От частей корпуса стало поступать ко мне множество крупных и мелких недоуменных вопросов:
Кто же у нас представляет верховную власть: Временный комитет, создавший Временное правительство, или это последнее? Запросил, не получил ответа. Само Временное правительство, по-видимому, не отдавало себе ясного отчета о существе своей власти.
Кого поминать на богослужении?
Петь ли народный гимн и «спаси Господи люди Твоя»?.. Эти кажущиеся мелочи вносили, однако, некоторое смущение в умы и нарушали установившийся военный обиход. Начальники просили скорее установить присягу. Был и такой вопрос: имел ли право император Николай. Александрович отказаться от прав престолонаследия за своего несовершеннолетнего сына?..
Скоро, однако, другие вопросы стали занимать войска: получен был первый приказ военного министра Гучкова, с изменениями устава внутренней службы в пользу «демократизации армии».[31] Этим приказом, на первый взгляд довольно безобидным, отменялось титулование офицеров, обращение к солдатам на «ты» и целый ряд мелких ограничений, установленных для солдат уставом — воспрещение курения на улицах и в других общественных местах, посещения клубов и собраний, игры в карты и т. д.

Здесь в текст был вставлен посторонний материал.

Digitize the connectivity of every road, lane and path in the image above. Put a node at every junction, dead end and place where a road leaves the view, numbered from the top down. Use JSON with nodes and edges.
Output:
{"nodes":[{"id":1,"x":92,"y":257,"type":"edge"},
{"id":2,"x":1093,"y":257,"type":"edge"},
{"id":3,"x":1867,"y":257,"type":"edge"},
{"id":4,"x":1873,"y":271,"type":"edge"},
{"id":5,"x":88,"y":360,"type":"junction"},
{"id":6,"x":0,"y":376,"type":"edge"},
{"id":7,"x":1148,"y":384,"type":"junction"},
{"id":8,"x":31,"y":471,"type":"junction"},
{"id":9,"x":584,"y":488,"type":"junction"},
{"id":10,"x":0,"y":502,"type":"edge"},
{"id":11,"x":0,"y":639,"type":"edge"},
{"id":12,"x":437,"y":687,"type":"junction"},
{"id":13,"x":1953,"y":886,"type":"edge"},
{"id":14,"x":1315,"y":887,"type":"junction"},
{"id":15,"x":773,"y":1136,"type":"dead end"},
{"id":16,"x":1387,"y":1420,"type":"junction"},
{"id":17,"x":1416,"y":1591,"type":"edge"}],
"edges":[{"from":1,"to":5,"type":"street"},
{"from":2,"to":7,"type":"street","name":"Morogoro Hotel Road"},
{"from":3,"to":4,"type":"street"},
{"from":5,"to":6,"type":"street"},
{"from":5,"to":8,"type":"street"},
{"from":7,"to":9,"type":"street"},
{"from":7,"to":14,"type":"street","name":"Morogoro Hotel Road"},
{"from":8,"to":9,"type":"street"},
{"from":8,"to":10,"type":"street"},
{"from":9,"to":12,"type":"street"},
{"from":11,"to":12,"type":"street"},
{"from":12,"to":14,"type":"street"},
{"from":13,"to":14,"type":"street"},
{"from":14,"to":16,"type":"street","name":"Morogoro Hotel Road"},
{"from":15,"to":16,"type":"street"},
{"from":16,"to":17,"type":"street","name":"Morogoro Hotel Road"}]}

Последствия были совершенно неожиданные для лиц, не знавших солдатской психологии. Строевые же начальники понимали, что, если необходимо устранить некоторые отжившие формы, то делать это надо исподволь, осторожно, а главное, отнюдь не придавая этому характера «завоеваний революции»… Солдатская масса, не вдумавшись нисколько в смысл этих мелких изменений устава, приняла их просто, как освобождение от стеснительного регламента службы, быта и чинопочитания.
— Свобода, и кончено!
Впоследствии военному министру, в приказе 24 марта, пришлось разъяснять такие, например, положения: «воинским чинам предоставлено право свободного посещения, наравне со всеми гражданами, всех общественных мест, театров, собраний, концертов и проч., а также и право проезда по железным дорогам в вагонах всех классов. Однако, право свободы посещения этих месть отнюдь не означает права бесплатного пользования ими, как то, по-видимому, понято некоторыми солдатами»…

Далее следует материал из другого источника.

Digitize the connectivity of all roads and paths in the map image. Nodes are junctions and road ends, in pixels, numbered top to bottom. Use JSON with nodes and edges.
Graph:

Нарушение дисциплины и неуважительное отношение к начальникам усилились. В частях, и особенно в тыловых, начала сильно развиваться карточная игра с дурными последствиями для солдат, имевших на руках казенные деньги или причастных к хозяйству. Командовавший 4-ой армией для прекращения этого явления принял весьма демократическую меру, запретив на время войны карточную игру всем — генералам, офицерам и солдатам. Временное правительство только 22 августа 1917 года, обеспокоенное последствиями этого, казалось, мелкого изменения устава в пользу демократизации, сочло себя вынужденным особым постановлением «воспретить военнослужащим на театре военных действий, а также в казармах, дворах, военных помещениях и вне театра войны — всякую игру в карты».

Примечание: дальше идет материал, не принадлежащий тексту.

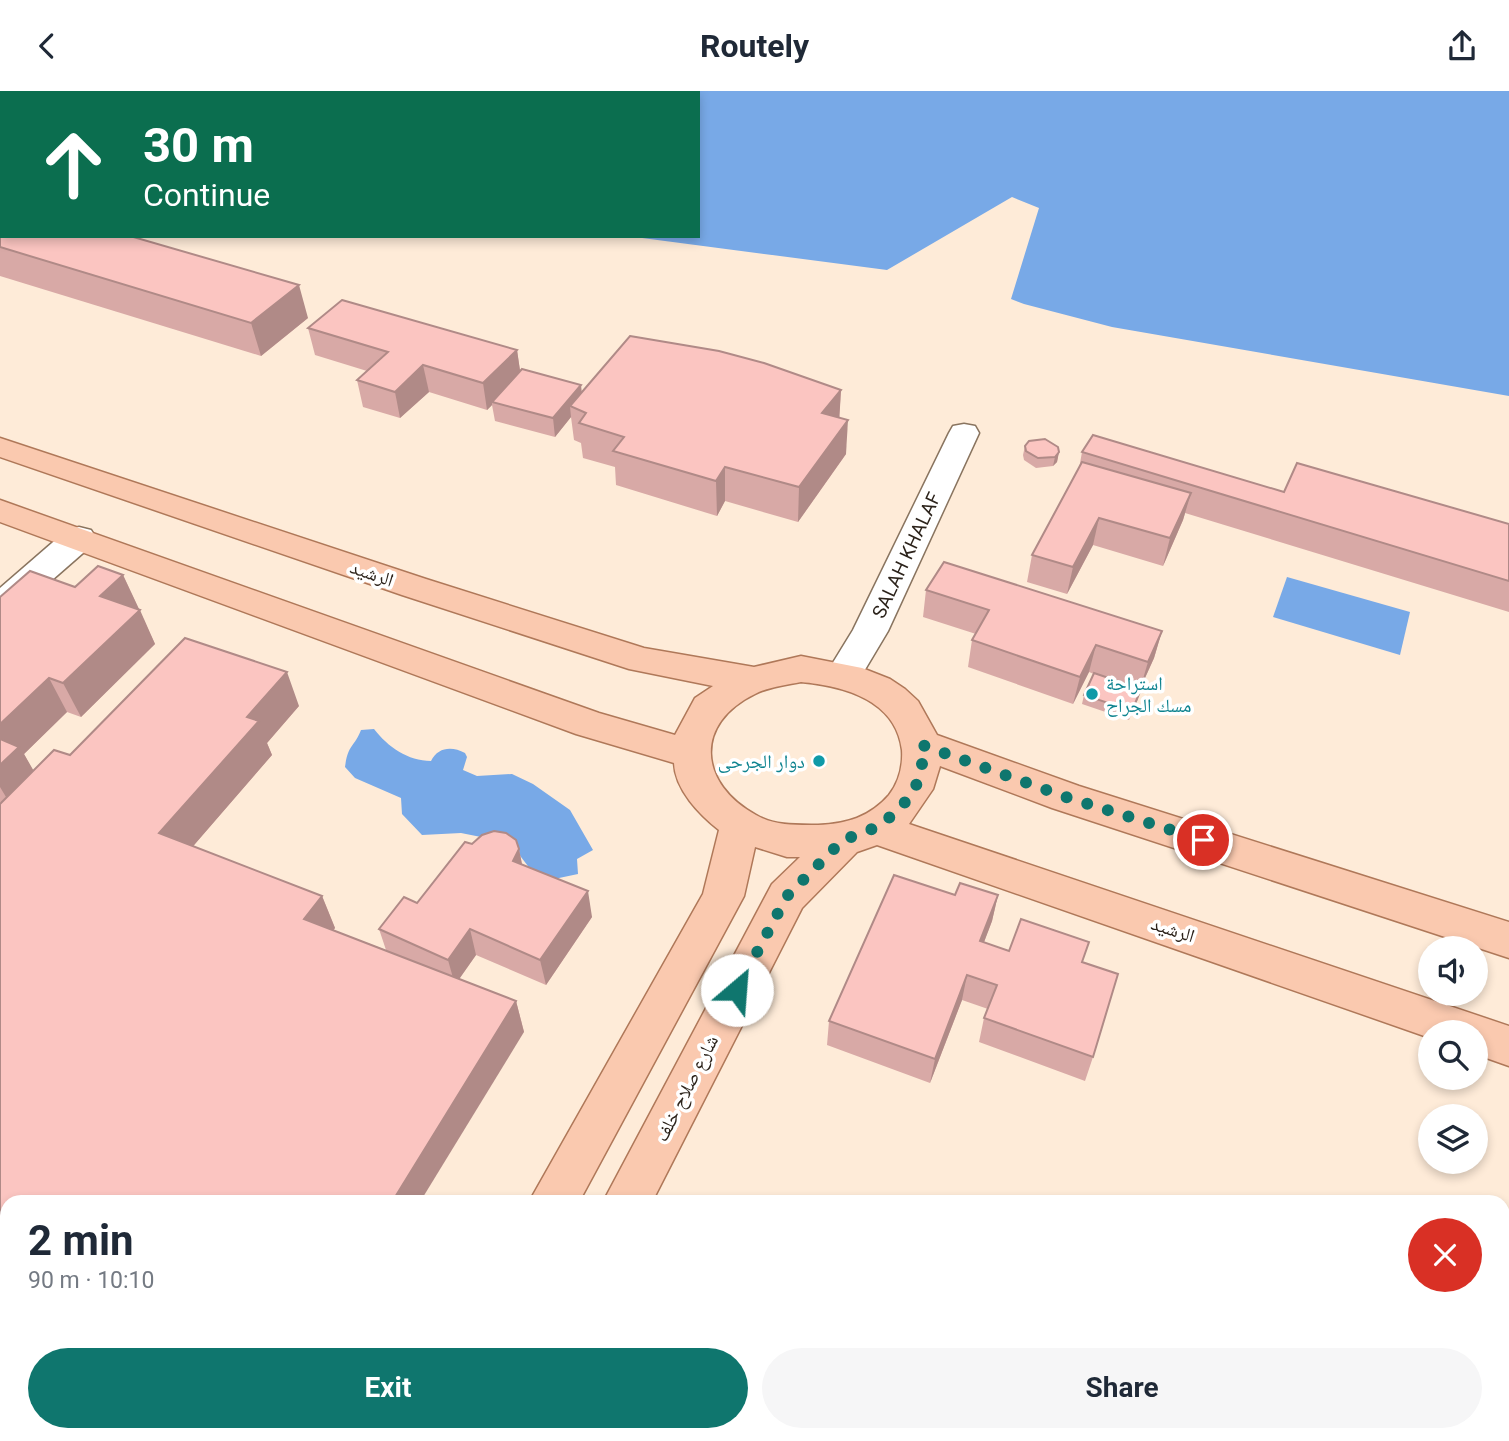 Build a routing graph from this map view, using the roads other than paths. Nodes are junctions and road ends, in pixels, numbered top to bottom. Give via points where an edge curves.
1 (964, 433) dead end
2 (0, 447) edge
3 (0, 510) edge
4 (79, 538) junction
5 (0, 607) edge
6 (844, 674) junction
7 (749, 679) junction
8 (922, 745) junction
9 (691, 754) junction
10 (740, 827) junction
11 (859, 834) junction
12 (1509, 940) edge
13 (1436, 1020) edge
14 (1488, 1038) edge
15 (1509, 1046) edge
16 (558, 1195) edge
17 (631, 1195) edge

1 - 6 street, SALAH KHALAF via 870,631
2 - 7 main road, الرشيد via 642,660
3 - 4 main road
4 - 5 street
4 - 9 main road via 589,725
6 - 7 main road via 801,669
6 - 8 main road via 878,689 899,705
7 - 9 main road via 713,702 693,735
8 - 11 main road via 922,769 914,791 898,811
8 - 12 main road via 1066,797
9 - 10 main road via 695,781 712,805
10 - 11 main road via 770,838 807,843
10 - 16 main road via 723,895
11 - 13 main road, الرشيد via 1177,930
11 - 17 main road, شارع صلاح خلف via 787,896
14 - 15 main road, الرشيد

Но если все эти мелкие изменения устава, распространительно толкуемые солдатами, отражались только в большей или меньшей степени на воинской дисциплине, то разрешение военным лицам во время войны и революции «участвовать в качестве членов в различных союзах и обществах, образуемых с политической целью»… представляло уже угрозу самому существованию армии.